▶ **GOAL OF THE EXERCISE**
Will you output the entries below exactly, skipping every image they contain?

▶ **Saved data entries**
Content starts

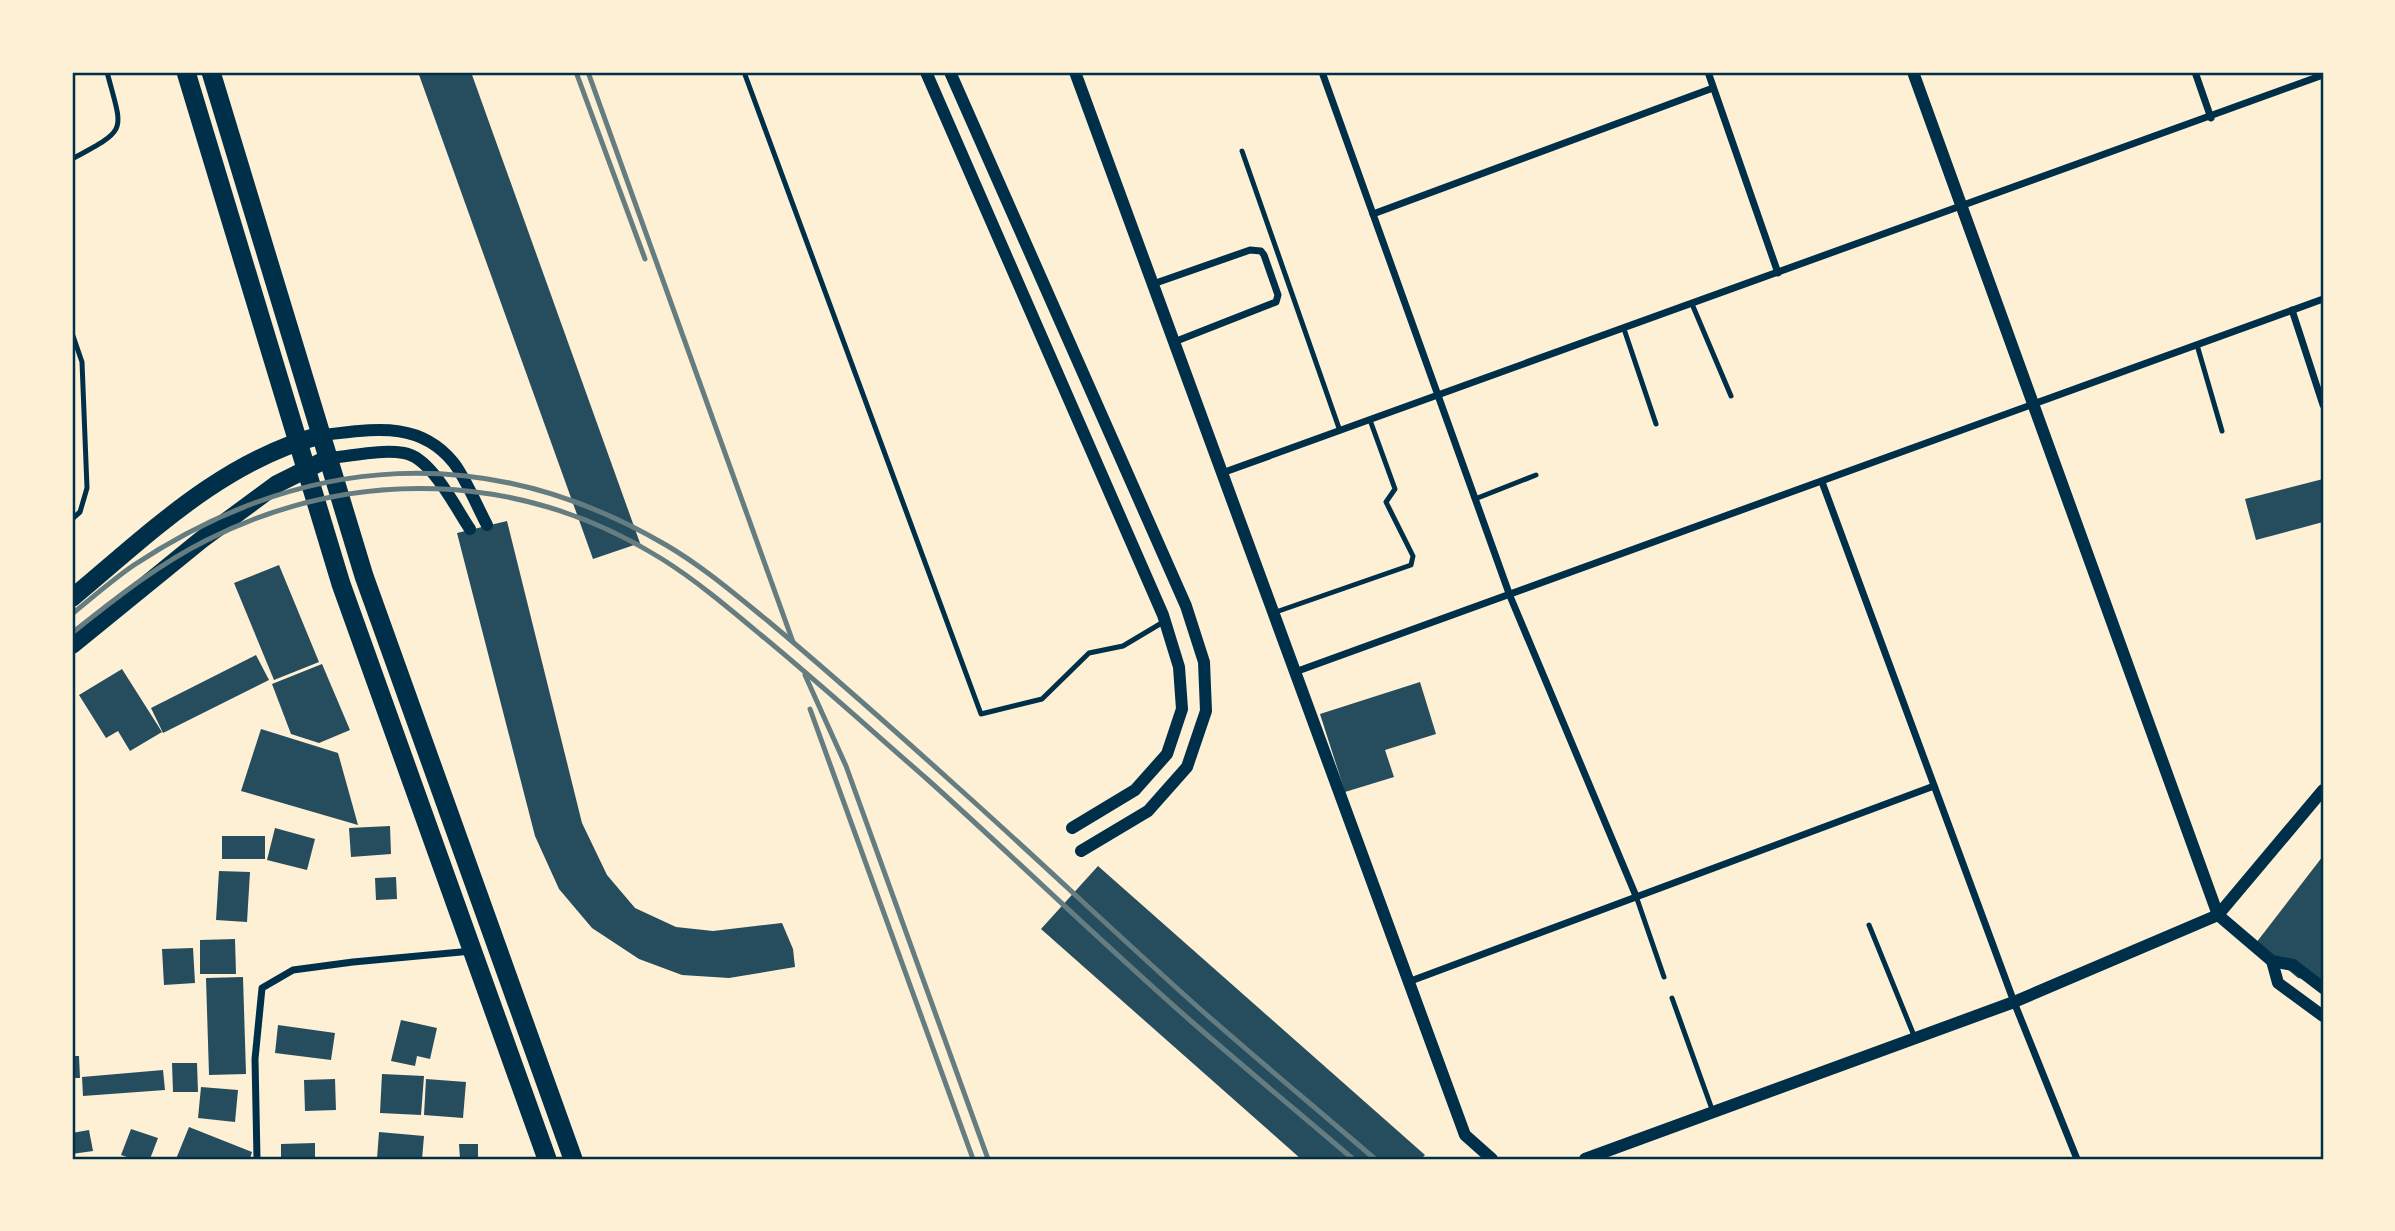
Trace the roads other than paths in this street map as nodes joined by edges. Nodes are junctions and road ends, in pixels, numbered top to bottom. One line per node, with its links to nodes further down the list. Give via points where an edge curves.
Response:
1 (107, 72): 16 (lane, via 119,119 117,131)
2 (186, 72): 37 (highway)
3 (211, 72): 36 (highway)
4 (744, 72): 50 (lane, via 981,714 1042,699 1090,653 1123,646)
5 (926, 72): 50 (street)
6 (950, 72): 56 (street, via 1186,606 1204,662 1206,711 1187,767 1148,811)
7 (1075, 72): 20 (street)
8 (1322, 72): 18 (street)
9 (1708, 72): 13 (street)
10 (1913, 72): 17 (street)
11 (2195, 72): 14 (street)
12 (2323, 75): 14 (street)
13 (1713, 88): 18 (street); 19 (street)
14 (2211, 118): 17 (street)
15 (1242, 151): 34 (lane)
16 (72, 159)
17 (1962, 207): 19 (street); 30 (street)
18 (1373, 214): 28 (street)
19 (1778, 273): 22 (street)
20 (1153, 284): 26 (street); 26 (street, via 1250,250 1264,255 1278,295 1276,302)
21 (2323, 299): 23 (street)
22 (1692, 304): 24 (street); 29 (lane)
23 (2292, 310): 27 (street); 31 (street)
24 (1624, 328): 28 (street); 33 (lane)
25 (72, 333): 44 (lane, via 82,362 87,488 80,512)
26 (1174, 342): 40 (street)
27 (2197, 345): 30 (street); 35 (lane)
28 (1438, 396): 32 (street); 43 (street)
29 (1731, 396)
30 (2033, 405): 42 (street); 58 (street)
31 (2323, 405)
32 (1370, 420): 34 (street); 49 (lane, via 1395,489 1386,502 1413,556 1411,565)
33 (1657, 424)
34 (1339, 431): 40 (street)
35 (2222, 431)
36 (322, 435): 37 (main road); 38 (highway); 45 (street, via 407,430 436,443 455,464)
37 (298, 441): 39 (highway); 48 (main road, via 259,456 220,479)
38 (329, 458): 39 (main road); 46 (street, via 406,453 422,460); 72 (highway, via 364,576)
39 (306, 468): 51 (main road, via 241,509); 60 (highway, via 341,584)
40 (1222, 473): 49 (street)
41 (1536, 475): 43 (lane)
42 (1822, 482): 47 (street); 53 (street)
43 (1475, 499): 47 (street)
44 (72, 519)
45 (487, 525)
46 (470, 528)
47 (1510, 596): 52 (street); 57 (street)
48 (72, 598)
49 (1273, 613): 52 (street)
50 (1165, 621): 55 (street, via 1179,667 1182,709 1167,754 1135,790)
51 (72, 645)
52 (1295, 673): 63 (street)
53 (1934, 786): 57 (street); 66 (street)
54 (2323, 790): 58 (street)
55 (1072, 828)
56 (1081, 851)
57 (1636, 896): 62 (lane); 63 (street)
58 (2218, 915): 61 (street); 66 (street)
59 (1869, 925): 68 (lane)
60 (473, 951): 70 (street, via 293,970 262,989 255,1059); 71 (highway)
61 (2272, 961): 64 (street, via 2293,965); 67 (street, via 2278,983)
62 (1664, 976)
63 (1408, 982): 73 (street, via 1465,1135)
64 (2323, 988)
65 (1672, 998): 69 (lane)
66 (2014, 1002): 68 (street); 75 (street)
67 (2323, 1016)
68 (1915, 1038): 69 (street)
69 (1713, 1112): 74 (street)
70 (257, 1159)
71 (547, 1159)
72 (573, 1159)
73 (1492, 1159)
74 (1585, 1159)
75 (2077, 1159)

Content ends

▶ **SOLUTION FOR THIS TASK**
Trace the roads other than paths in this street map as nodes joined by edges. Nodes are junctions and road ends, in pixels, numbered top to bottom. One line per node, with its links to nodes further down the list. Give via points where an edge curves.
Response:
1 (107, 72): 16 (lane, via 119,119 117,131)
2 (186, 72): 37 (highway)
3 (211, 72): 36 (highway)
4 (744, 72): 50 (lane, via 981,714 1042,699 1090,653 1123,646)
5 (926, 72): 50 (street)
6 (950, 72): 56 (street, via 1186,606 1204,662 1206,711 1187,767 1148,811)
7 (1075, 72): 20 (street)
8 (1322, 72): 18 (street)
9 (1708, 72): 13 (street)
10 (1913, 72): 17 (street)
11 (2195, 72): 14 (street)
12 (2323, 75): 14 (street)
13 (1713, 88): 18 (street); 19 (street)
14 (2211, 118): 17 (street)
15 (1242, 151): 34 (lane)
16 (72, 159)
17 (1962, 207): 19 (street); 30 (street)
18 (1373, 214): 28 (street)
19 (1778, 273): 22 (street)
20 (1153, 284): 26 (street); 26 (street, via 1250,250 1264,255 1278,295 1276,302)
21 (2323, 299): 23 (street)
22 (1692, 304): 24 (street); 29 (lane)
23 (2292, 310): 27 (street); 31 (street)
24 (1624, 328): 28 (street); 33 (lane)
25 (72, 333): 44 (lane, via 82,362 87,488 80,512)
26 (1174, 342): 40 (street)
27 (2197, 345): 30 (street); 35 (lane)
28 (1438, 396): 32 (street); 43 (street)
29 (1731, 396)
30 (2033, 405): 42 (street); 58 (street)
31 (2323, 405)
32 (1370, 420): 34 (street); 49 (lane, via 1395,489 1386,502 1413,556 1411,565)
33 (1657, 424)
34 (1339, 431): 40 (street)
35 (2222, 431)
36 (322, 435): 37 (main road); 38 (highway); 45 (street, via 407,430 436,443 455,464)
37 (298, 441): 39 (highway); 48 (main road, via 259,456 220,479)
38 (329, 458): 39 (main road); 46 (street, via 406,453 422,460); 72 (highway, via 364,576)
39 (306, 468): 51 (main road, via 241,509); 60 (highway, via 341,584)
40 (1222, 473): 49 (street)
41 (1536, 475): 43 (lane)
42 (1822, 482): 47 (street); 53 (street)
43 (1475, 499): 47 (street)
44 (72, 519)
45 (487, 525)
46 (470, 528)
47 (1510, 596): 52 (street); 57 (street)
48 (72, 598)
49 (1273, 613): 52 (street)
50 (1165, 621): 55 (street, via 1179,667 1182,709 1167,754 1135,790)
51 (72, 645)
52 (1295, 673): 63 (street)
53 (1934, 786): 57 (street); 66 (street)
54 (2323, 790): 58 (street)
55 (1072, 828)
56 (1081, 851)
57 (1636, 896): 62 (lane); 63 (street)
58 (2218, 915): 61 (street); 66 (street)
59 (1869, 925): 68 (lane)
60 (473, 951): 70 (street, via 293,970 262,989 255,1059); 71 (highway)
61 (2272, 961): 64 (street, via 2293,965); 67 (street, via 2278,983)
62 (1664, 976)
63 (1408, 982): 73 (street, via 1465,1135)
64 (2323, 988)
65 (1672, 998): 69 (lane)
66 (2014, 1002): 68 (street); 75 (street)
67 (2323, 1016)
68 (1915, 1038): 69 (street)
69 (1713, 1112): 74 (street)
70 (257, 1159)
71 (547, 1159)
72 (573, 1159)
73 (1492, 1159)
74 (1585, 1159)
75 (2077, 1159)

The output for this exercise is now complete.